### RECORDS FOR THIS EXERCISE
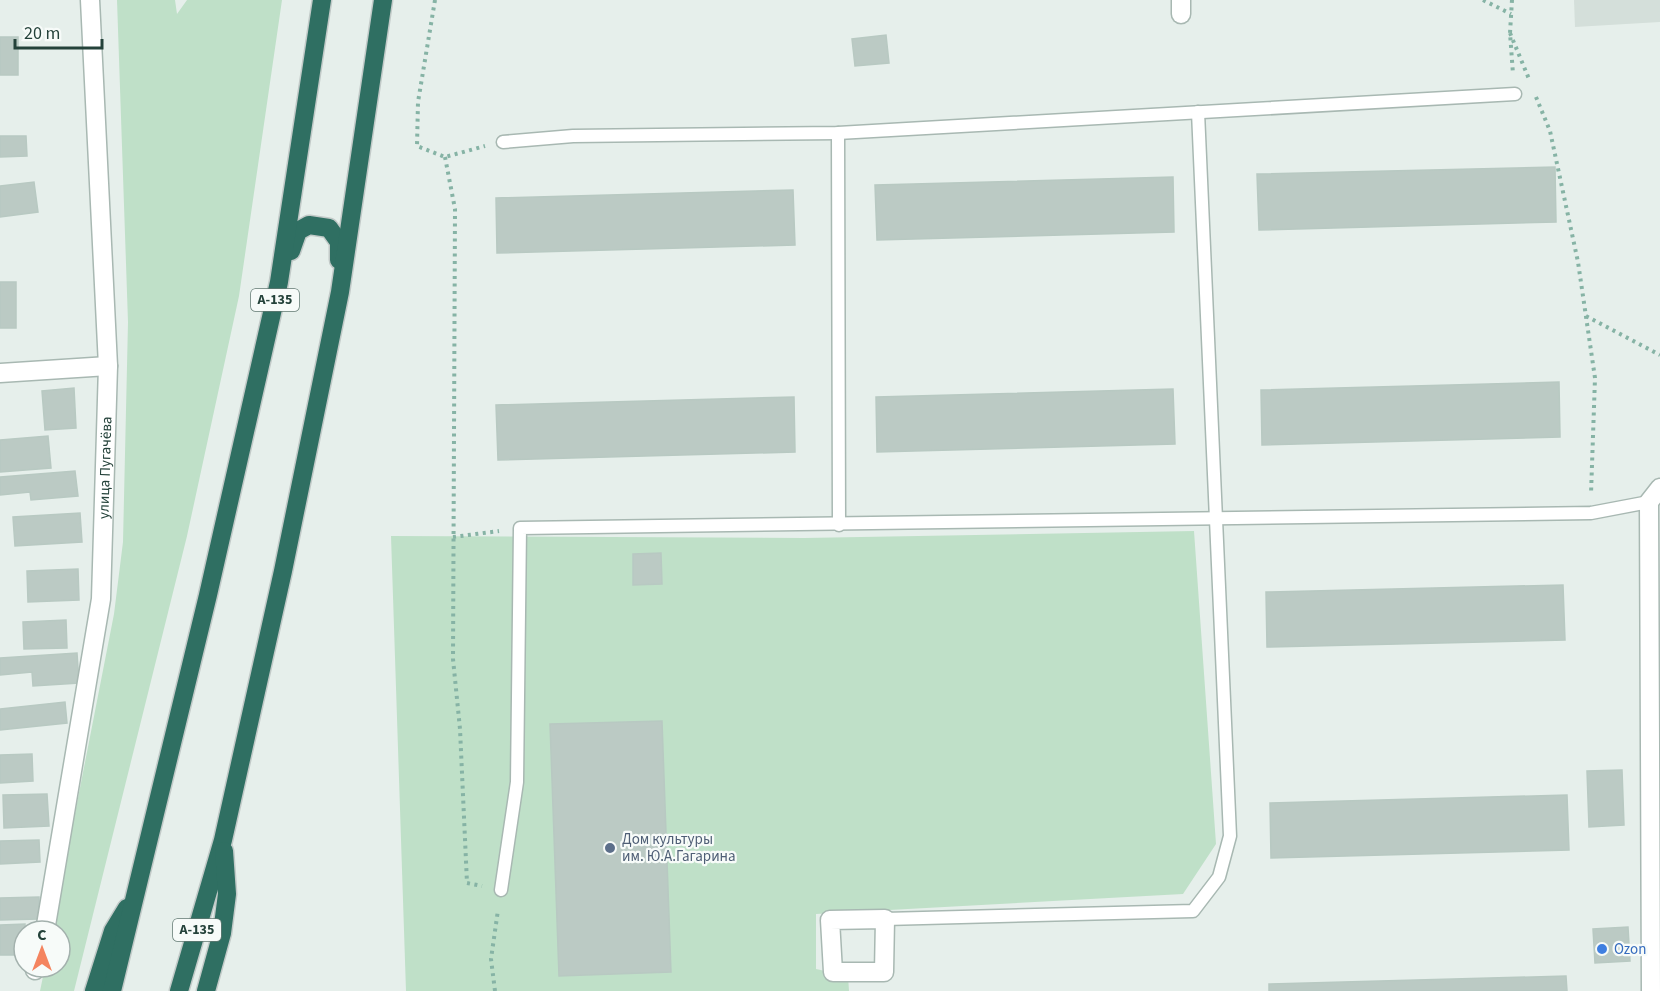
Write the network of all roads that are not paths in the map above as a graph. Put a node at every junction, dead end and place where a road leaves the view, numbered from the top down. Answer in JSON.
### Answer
{"nodes":[{"id":1,"x":90,"y":0,"type":"edge"},
{"id":2,"x":322,"y":0,"type":"edge"},
{"id":3,"x":383,"y":0,"type":"edge"},
{"id":4,"x":1515,"y":94,"type":"road end"},
{"id":5,"x":1198,"y":112,"type":"junction"},
{"id":6,"x":837,"y":133,"type":"junction"},
{"id":7,"x":503,"y":142,"type":"road end"},
{"id":8,"x":279,"y":282,"type":"junction"},
{"id":9,"x":340,"y":292,"type":"junction"},
{"id":10,"x":108,"y":366,"type":"junction"},
{"id":11,"x":0,"y":373,"type":"edge"},
{"id":12,"x":1655,"y":495,"type":"edge"},
{"id":13,"x":1214,"y":516,"type":"junction"},
{"id":14,"x":839,"y":525,"type":"junction"},
{"id":15,"x":223,"y":840,"type":"junction"},
{"id":16,"x":138,"y":888,"type":"junction"},
{"id":17,"x":501,"y":890,"type":"road end"},
{"id":18,"x":47,"y":919,"type":"edge"},
{"id":19,"x":885,"y":919,"type":"dead end"},
{"id":20,"x":94,"y":991,"type":"edge"},
{"id":21,"x":112,"y":991,"type":"edge"},
{"id":22,"x":179,"y":991,"type":"edge"},
{"id":23,"x":206,"y":991,"type":"edge"},
{"id":24,"x":1652,"y":991,"type":"edge"}],
"edges":[{"from":1,"to":10,"type":"street","name":"улица Пугачёва"},
{"from":2,"to":8,"type":"highway","number":"А-135"},
{"from":3,"to":9,"type":"highway","number":"А-135"},
{"from":4,"to":5,"type":"lane"},
{"from":5,"to":6,"type":"lane"},
{"from":5,"to":13,"type":"lane"},
{"from":6,"to":7,"type":"lane"},
{"from":6,"to":14,"type":"lane"},
{"from":8,"to":9,"type":"highway"},
{"from":8,"to":16,"type":"highway","number":"А-135"},
{"from":9,"to":15,"type":"highway","number":"А-135"},
{"from":10,"to":11,"type":"street"},
{"from":10,"to":18,"type":"street","name":"улица Пугачёва"},
{"from":12,"to":13,"type":"lane"},
{"from":12,"to":24,"type":"street"},
{"from":13,"to":14,"type":"lane"},
{"from":13,"to":19,"type":"lane"},
{"from":14,"to":17,"type":"lane"},
{"from":15,"to":22,"type":"highway","number":"А-135"},
{"from":15,"to":23,"type":"highway"},
{"from":16,"to":20,"type":"highway"},
{"from":16,"to":21,"type":"highway","number":"А-135"}]}
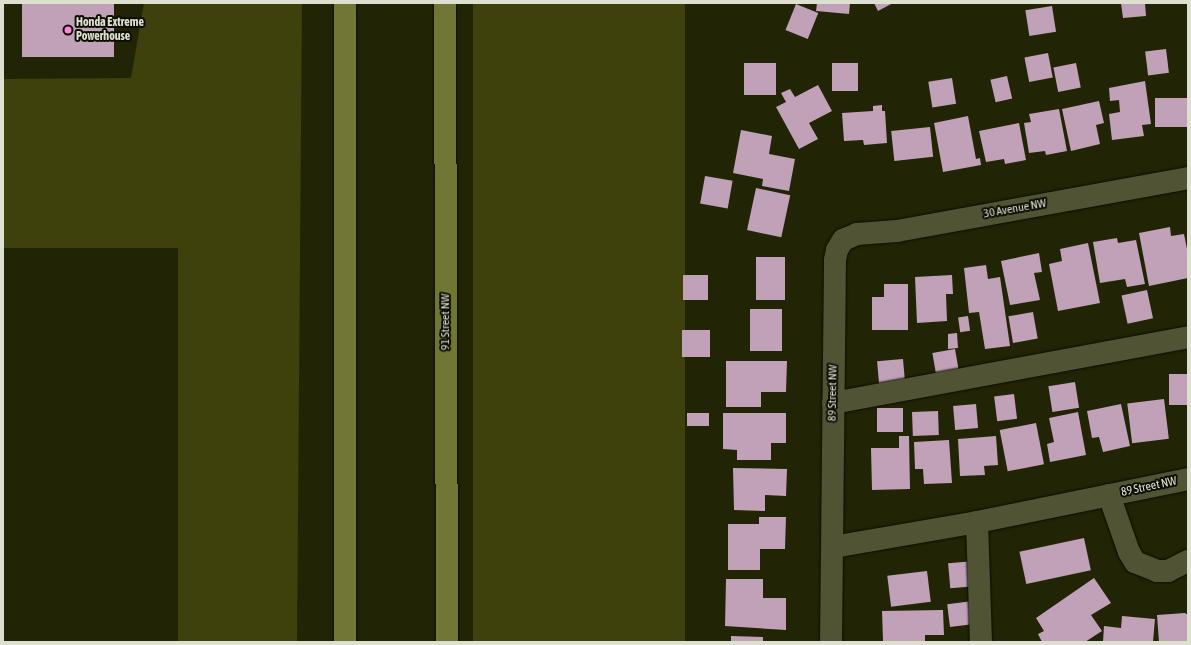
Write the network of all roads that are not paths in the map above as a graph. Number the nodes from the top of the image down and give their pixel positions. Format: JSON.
{"nodes":[{"id":1,"x":345,"y":3,"type":"edge"},
{"id":2,"x":445,"y":3,"type":"edge"},
{"id":3,"x":1188,"y":178,"type":"edge"},
{"id":4,"x":843,"y":240,"type":"joint"},
{"id":5,"x":1188,"y":337,"type":"edge"},
{"id":6,"x":832,"y":403,"type":"junction"},
{"id":7,"x":1188,"y":479,"type":"edge"},
{"id":8,"x":1109,"y":495,"type":"junction"},
{"id":9,"x":977,"y":522,"type":"junction"},
{"id":10,"x":833,"y":547,"type":"junction"},
{"id":11,"x":1188,"y":561,"type":"edge"},
{"id":12,"x":345,"y":642,"type":"edge"},
{"id":13,"x":447,"y":642,"type":"edge"},
{"id":14,"x":831,"y":642,"type":"edge"},
{"id":15,"x":981,"y":642,"type":"edge"}],
"edges":[{"from":1,"to":12,"type":"main road"},
{"from":2,"to":13,"type":"main road","name":"91 Street NW"},
{"from":3,"to":4,"type":"street","name":"30 Avenue NW"},
{"from":4,"to":6,"type":"street","name":"89 Street NW"},
{"from":5,"to":6,"type":"street"},
{"from":6,"to":10,"type":"street","name":"89 Street NW"},
{"from":7,"to":8,"type":"street","name":"89 Street NW"},
{"from":8,"to":9,"type":"street","name":"89 Street NW"},
{"from":8,"to":11,"type":"street","name":"89 Street NW"},
{"from":9,"to":10,"type":"street","name":"89 Street NW"},
{"from":9,"to":15,"type":"street"},
{"from":10,"to":14,"type":"street","name":"89 Street NW"}]}
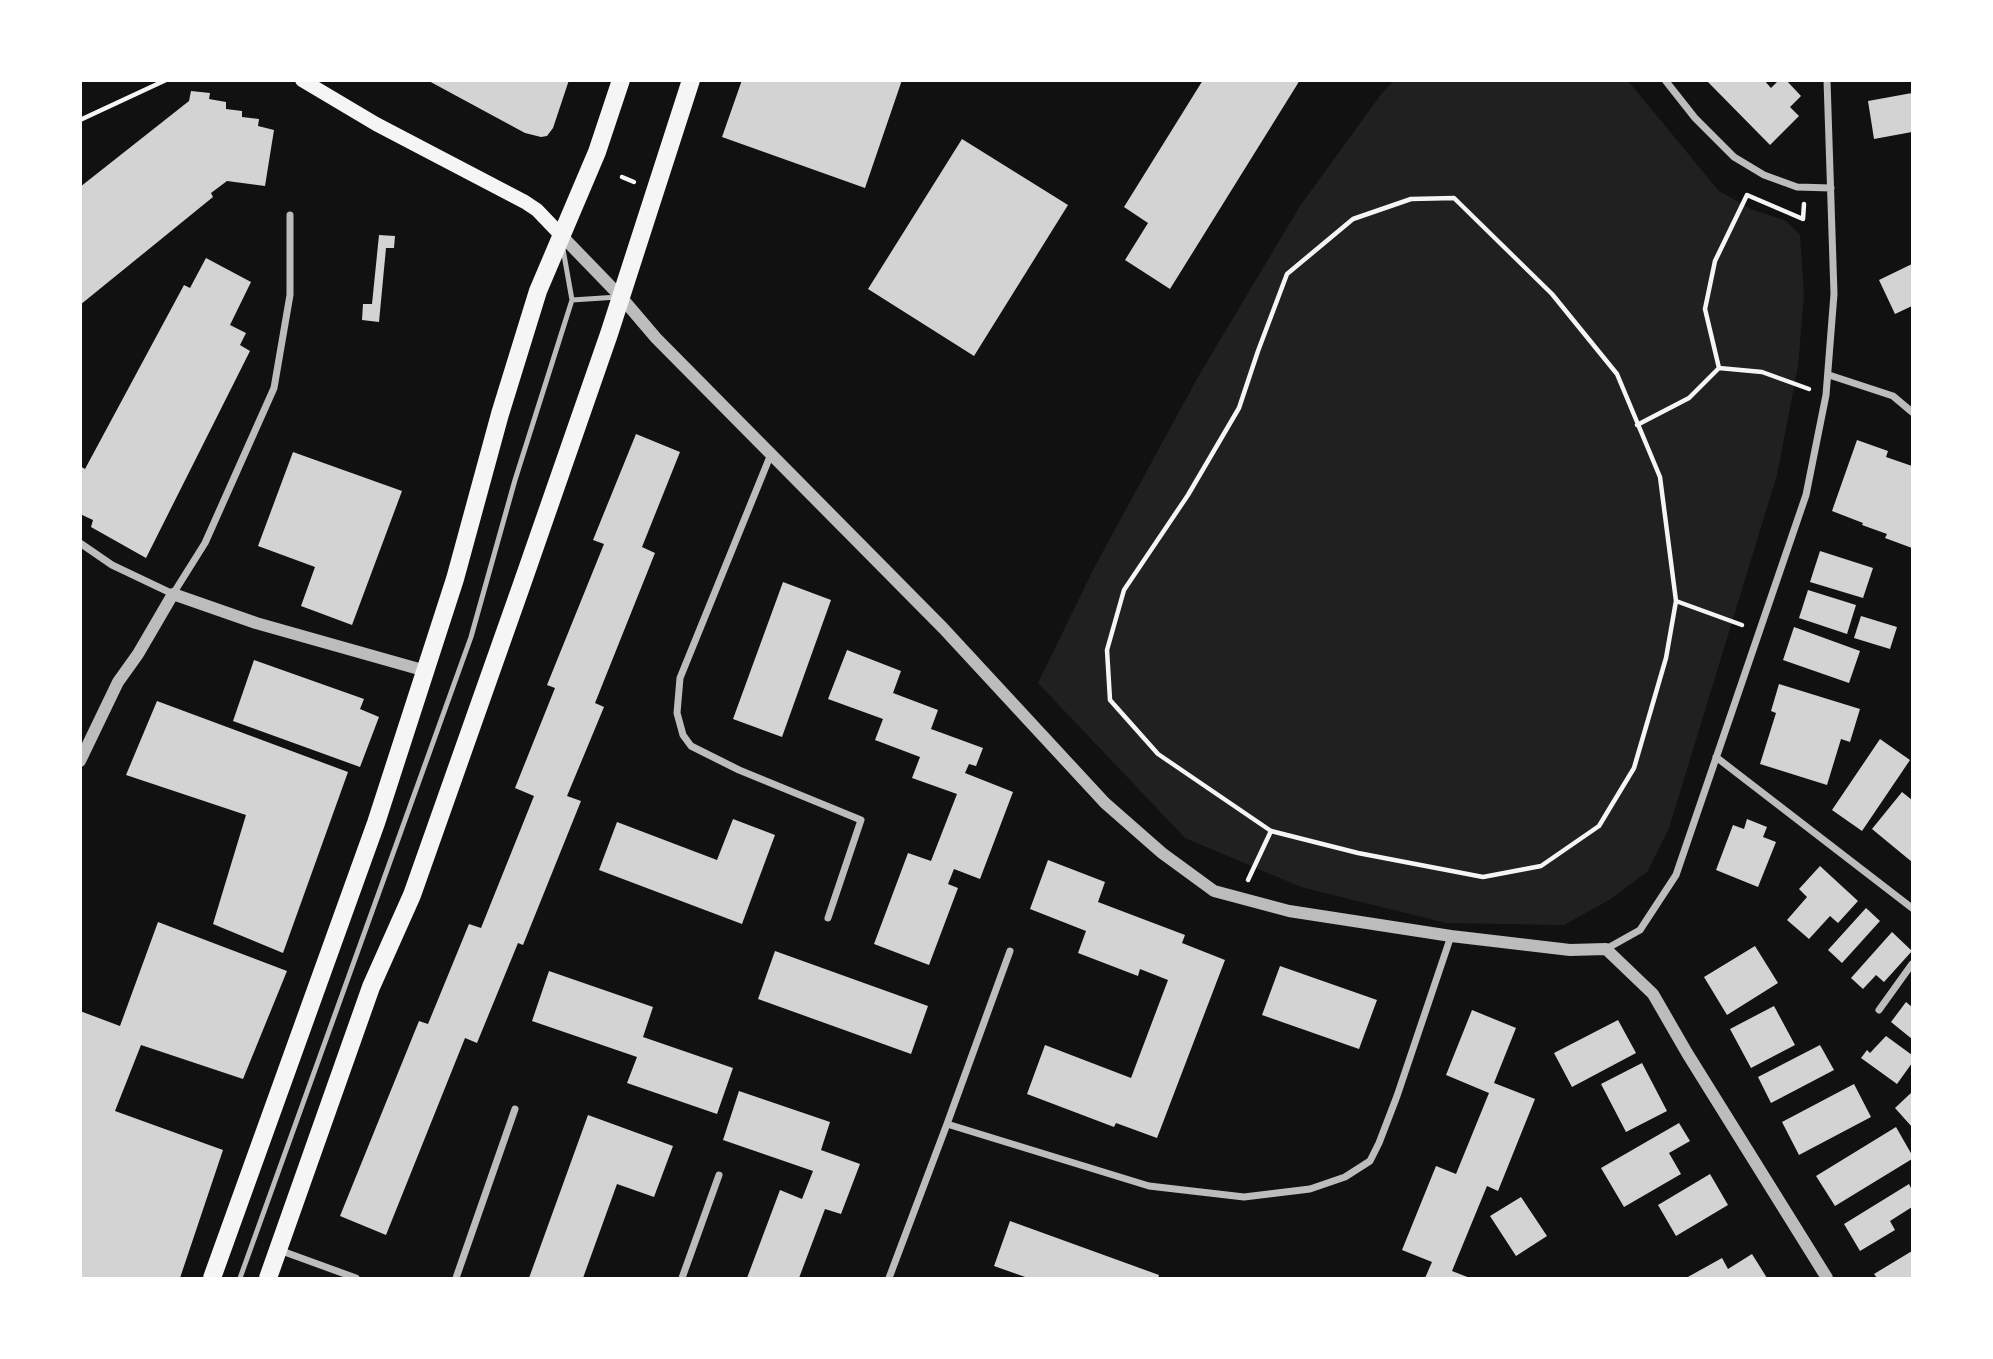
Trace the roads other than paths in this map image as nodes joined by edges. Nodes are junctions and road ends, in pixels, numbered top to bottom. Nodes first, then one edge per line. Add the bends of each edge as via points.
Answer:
1 (302, 80) edge
2 (621, 80) edge
3 (691, 80) edge
4 (1665, 80) edge
5 (1827, 80) edge
6 (1831, 188) junction
7 (290, 215) dead end
8 (560, 234) junction
9 (621, 297) junction
10 (572, 300) junction
11 (1829, 374) junction
12 (1913, 412) edge
13 (771, 453) junction
14 (80, 543) edge
15 (173, 594) junction
16 (426, 671) junction
17 (1716, 757) junction
18 (80, 761) edge
19 (1913, 908) edge
20 (828, 918) dead end
21 (1451, 936) junction
22 (1606, 949) junction
23 (1010, 951) dead end
24 (1913, 964) edge
25 (1879, 1010) dead end
26 (515, 1109) dead end
27 (947, 1124) junction
28 (719, 1175) dead end
29 (278, 1250) junction
30 (212, 1279) edge
31 (240, 1279) edge
32 (268, 1279) edge
33 (356, 1279) edge
34 (456, 1279) edge
35 (682, 1279) edge
36 (889, 1279) edge
37 (1827, 1279) edge

1 - 8 main road via 525,202
2 - 8 main road via 597,152
3 - 9 main road
4 - 6 street via 1734,157 1764,175 1804,187
5 - 6 street
6 - 11 street via 1835,295
7 - 15 street via 290,295 274,388 205,543
8 - 9 street
8 - 10 lane
8 - 16 main road via 524,332
9 - 10 lane
9 - 13 street
9 - 29 main road via 412,895 371,987
10 - 31 lane via 471,637
11 - 12 street via 1893,396
11 - 17 street via 1806,495
13 - 20 street via 680,678 677,713 691,746 861,820
13 - 21 street via 943,628 1105,803 1214,891 1289,911
14 - 15 street via 112,565
15 - 16 street via 256,624
15 - 18 street via 118,682
16 - 30 main road
17 - 19 street
17 - 22 street via 1676,875 1640,930
21 - 22 street via 1570,950
21 - 27 street via 1378,1143 1370,1161 1345,1177 1310,1189 1244,1197 1149,1186
22 - 37 street via 1653,994
23 - 27 street
24 - 25 street
26 - 34 street
27 - 36 street
28 - 35 street
29 - 32 main road
29 - 33 street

### PROBLEM DESCRIPTION
Each entry must be set down word for word; no image may be carried over.

### EXERCISE RESULT
Write the network of all roads that are not paths in the map above as a graph. Put a node at every junction, dead end and place where a road leaves the view, numbered from the top down. Answer in JSON.
### Answer
{"nodes":[{"id":1,"x":90,"y":0,"type":"edge"},
{"id":2,"x":322,"y":0,"type":"edge"},
{"id":3,"x":383,"y":0,"type":"edge"},
{"id":4,"x":1515,"y":94,"type":"road end"},
{"id":5,"x":1198,"y":112,"type":"junction"},
{"id":6,"x":837,"y":133,"type":"junction"},
{"id":7,"x":503,"y":142,"type":"road end"},
{"id":8,"x":279,"y":282,"type":"junction"},
{"id":9,"x":340,"y":292,"type":"junction"},
{"id":10,"x":108,"y":366,"type":"junction"},
{"id":11,"x":0,"y":373,"type":"edge"},
{"id":12,"x":1655,"y":495,"type":"edge"},
{"id":13,"x":1214,"y":516,"type":"junction"},
{"id":14,"x":839,"y":525,"type":"junction"},
{"id":15,"x":223,"y":840,"type":"junction"},
{"id":16,"x":138,"y":888,"type":"junction"},
{"id":17,"x":501,"y":890,"type":"road end"},
{"id":18,"x":47,"y":919,"type":"edge"},
{"id":19,"x":885,"y":919,"type":"dead end"},
{"id":20,"x":94,"y":991,"type":"edge"},
{"id":21,"x":112,"y":991,"type":"edge"},
{"id":22,"x":179,"y":991,"type":"edge"},
{"id":23,"x":206,"y":991,"type":"edge"},
{"id":24,"x":1652,"y":991,"type":"edge"}],
"edges":[{"from":1,"to":10,"type":"street","name":"улица Пугачёва"},
{"from":2,"to":8,"type":"highway","number":"А-135"},
{"from":3,"to":9,"type":"highway","number":"А-135"},
{"from":4,"to":5,"type":"lane"},
{"from":5,"to":6,"type":"lane"},
{"from":5,"to":13,"type":"lane"},
{"from":6,"to":7,"type":"lane"},
{"from":6,"to":14,"type":"lane"},
{"from":8,"to":9,"type":"highway"},
{"from":8,"to":16,"type":"highway","number":"А-135"},
{"from":9,"to":15,"type":"highway","number":"А-135"},
{"from":10,"to":11,"type":"street"},
{"from":10,"to":18,"type":"street","name":"улица Пугачёва"},
{"from":12,"to":13,"type":"lane"},
{"from":12,"to":24,"type":"street"},
{"from":13,"to":14,"type":"lane"},
{"from":13,"to":19,"type":"lane"},
{"from":14,"to":17,"type":"lane"},
{"from":15,"to":22,"type":"highway","number":"А-135"},
{"from":15,"to":23,"type":"highway"},
{"from":16,"to":20,"type":"highway"},
{"from":16,"to":21,"type":"highway","number":"А-135"}]}
Write the network of all roads that are not paths in the map above as a graph. Number the nodes from the top of the image down and give their pixel positions. Format: JSON.
{"nodes":[{"id":1,"x":345,"y":3,"type":"edge"},
{"id":2,"x":445,"y":3,"type":"edge"},
{"id":3,"x":1188,"y":178,"type":"edge"},
{"id":4,"x":843,"y":240,"type":"joint"},
{"id":5,"x":1188,"y":337,"type":"edge"},
{"id":6,"x":832,"y":403,"type":"junction"},
{"id":7,"x":1188,"y":479,"type":"edge"},
{"id":8,"x":1109,"y":495,"type":"junction"},
{"id":9,"x":977,"y":522,"type":"junction"},
{"id":10,"x":833,"y":547,"type":"junction"},
{"id":11,"x":1188,"y":561,"type":"edge"},
{"id":12,"x":345,"y":642,"type":"edge"},
{"id":13,"x":447,"y":642,"type":"edge"},
{"id":14,"x":831,"y":642,"type":"edge"},
{"id":15,"x":981,"y":642,"type":"edge"}],
"edges":[{"from":1,"to":12,"type":"main road"},
{"from":2,"to":13,"type":"main road","name":"91 Street NW"},
{"from":3,"to":4,"type":"street","name":"30 Avenue NW"},
{"from":4,"to":6,"type":"street","name":"89 Street NW"},
{"from":5,"to":6,"type":"street"},
{"from":6,"to":10,"type":"street","name":"89 Street NW"},
{"from":7,"to":8,"type":"street","name":"89 Street NW"},
{"from":8,"to":9,"type":"street","name":"89 Street NW"},
{"from":8,"to":11,"type":"street","name":"89 Street NW"},
{"from":9,"to":10,"type":"street","name":"89 Street NW"},
{"from":9,"to":15,"type":"street"},
{"from":10,"to":14,"type":"street","name":"89 Street NW"}]}
Trace the roads other than paths in this map image as nodes joined by edges. Nodes are junctions and road ends, in pixels, numbered top to bottom. Nodes first, then one edge per line. Add the bends of each edge as via points.
Answer:
1 (302, 80) edge
2 (621, 80) edge
3 (691, 80) edge
4 (1665, 80) edge
5 (1827, 80) edge
6 (1831, 188) junction
7 (290, 215) dead end
8 (560, 234) junction
9 (621, 297) junction
10 (572, 300) junction
11 (1829, 374) junction
12 (1913, 412) edge
13 (771, 453) junction
14 (80, 543) edge
15 (173, 594) junction
16 (426, 671) junction
17 (1716, 757) junction
18 (80, 761) edge
19 (1913, 908) edge
20 (828, 918) dead end
21 (1451, 936) junction
22 (1606, 949) junction
23 (1010, 951) dead end
24 (1913, 964) edge
25 (1879, 1010) dead end
26 (515, 1109) dead end
27 (947, 1124) junction
28 (719, 1175) dead end
29 (278, 1250) junction
30 (212, 1279) edge
31 (240, 1279) edge
32 (268, 1279) edge
33 (356, 1279) edge
34 (456, 1279) edge
35 (682, 1279) edge
36 (889, 1279) edge
37 (1827, 1279) edge

1 - 8 main road via 525,202
2 - 8 main road via 597,152
3 - 9 main road
4 - 6 street via 1734,157 1764,175 1804,187
5 - 6 street
6 - 11 street via 1835,295
7 - 15 street via 290,295 274,388 205,543
8 - 9 street
8 - 10 lane
8 - 16 main road via 524,332
9 - 10 lane
9 - 13 street
9 - 29 main road via 412,895 371,987
10 - 31 lane via 471,637
11 - 12 street via 1893,396
11 - 17 street via 1806,495
13 - 20 street via 680,678 677,713 691,746 861,820
13 - 21 street via 943,628 1105,803 1214,891 1289,911
14 - 15 street via 112,565
15 - 16 street via 256,624
15 - 18 street via 118,682
16 - 30 main road
17 - 19 street
17 - 22 street via 1676,875 1640,930
21 - 22 street via 1570,950
21 - 27 street via 1378,1143 1370,1161 1345,1177 1310,1189 1244,1197 1149,1186
22 - 37 street via 1653,994
23 - 27 street
24 - 25 street
26 - 34 street
27 - 36 street
28 - 35 street
29 - 32 main road
29 - 33 street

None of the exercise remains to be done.